For car makers, it’s another kick below the belt. It’s born of the pandemic, with auto manufacturers working to ‘just in time’ principles and balancing complex supply chains reacting to shutdowns by cancelling orders, only to find the slack their actions created at hard-pressed chip makers sold on to booming phone and gaming firms.

The affected car makers – who fit between 50 and 1000 chips to each car, depending on its complexity – are aggrieved. They had long-standing contracts that were suspended through force majeure. But what they failed to predict was that global demand for chips would – despite everything – grow 15% last year.

The chip makers therefore say the car industry must get back in line, although that’s not helped by the fact that they are relatively small customers, accounting for less than 10% of the collective £250 billion of chip sales each year.

The scale of the issue is becoming evident: Ford has revealed it will make 1.1 million fewer cars this year as a result of the challenge, and reports are coming in of some new cars having bells-and-whistles digital dashboards de-specced on all but highest-end models. While car makers say the issue will run to the autumn, chip makers say building a new production line takes 40-100 weeks.

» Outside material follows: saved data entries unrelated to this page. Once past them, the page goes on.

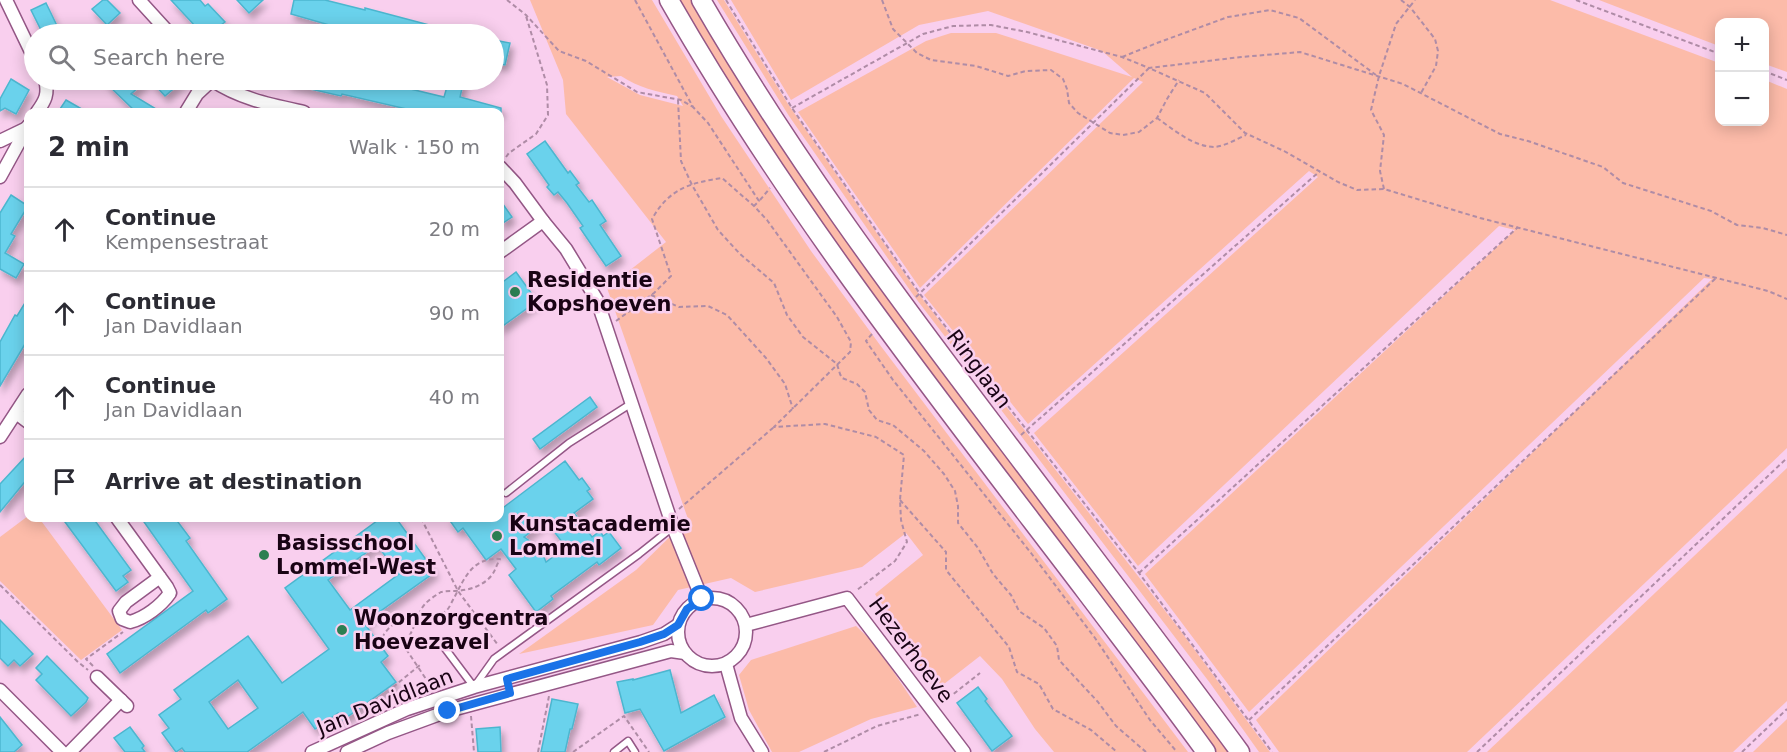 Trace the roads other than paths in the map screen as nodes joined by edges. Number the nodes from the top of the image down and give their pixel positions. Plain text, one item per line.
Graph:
1 (6, 0) edge
2 (139, 0) edge
3 (669, 0) edge
4 (701, 0) edge
5 (161, 24) edge
6 (24, 37) edge
7 (48, 90) edge
8 (201, 90) edge
9 (229, 90) edge
10 (40, 108) edge
11 (188, 108) edge
12 (287, 108) edge
13 (24, 129) edge
14 (24, 134) edge
15 (0, 141) edge
16 (504, 171) edge
17 (0, 177) edge
18 (543, 221) junction
19 (504, 249) edge
20 (24, 400) edge
21 (632, 403) junction
22 (16, 413) junction
23 (24, 419) edge
24 (0, 437) edge
25 (506, 493) dead end
26 (120, 522) edge
27 (671, 522) junction
28 (160, 577) junction
29 (702, 599) junction
30 (678, 625) junction
31 (746, 625) junction
32 (444, 647) dead end
33 (612, 650) junction
34 (685, 653) junction
35 (726, 664) junction
36 (616, 666) junction
37 (97, 677) road end
38 (507, 679) junction
39 (474, 687) junction
40 (0, 690) edge
41 (510, 693) junction
42 (363, 749) edge
43 (57, 750) edge
44 (70, 752) edge
45 (312, 752) edge
46 (347, 752) edge
47 (614, 752) edge
48 (635, 752) edge
49 (762, 752) edge
50 (964, 752) edge
51 (1206, 752) edge
52 (1240, 752) edge

1 - 6 street
2 - 5 street
3 - 51 main road
4 - 52 main road, Ringlaan
7 - 10 street
8 - 11 street
9 - 12 street
13 - 15 street
14 - 17 street
16 - 18 street
18 - 19 street
18 - 21 street
20 - 22 street
21 - 25 lane
21 - 27 street
22 - 23 street
22 - 24 street
26 - 28 street
27 - 29 street
27 - 39 lane
28 - 28 street
29 - 30 street
29 - 31 street
30 - 33 street, Jan Davidlaan
30 - 34 street
31 - 35 street
31 - 50 street, Hezerhoeve
32 - 39 lane
33 - 36 street
33 - 38 street, Jan Davidlaan
34 - 35 street
34 - 36 street, Jan Davidlaan
35 - 49 street
36 - 41 street, Jan Davidlaan
37 - 44 street
38 - 39 street, Jan Davidlaan
38 - 41 street
39 - 45 street, Jan Davidlaan
40 - 43 street
41 - 42 street, Jan Davidlaan
42 - 46 street, Jan Davidlaan
47 - 48 lane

As furlough schemes round the world run down, the knock-on effects of running factories that can’t complete cars must be increasingly alarming. Reports suggest many car makers are prioritising their most profitable (SUVs, in general) and greenest (electric and hybrid) models. Trouble is, our research suggests a hybrid uses up to 10 times more chips than a base petrol model.

To some degree, retailers can ride the storm, buoyed by a move to nearly new and used sales. For car makers, the headaches keep coming – and this one could rival the pandemic for its global impact. Customers, meanwhile, must decide how patient they’re willing to be. Eager buyers need to move fast – but with supply low and demand strong, don’t expect to haggle.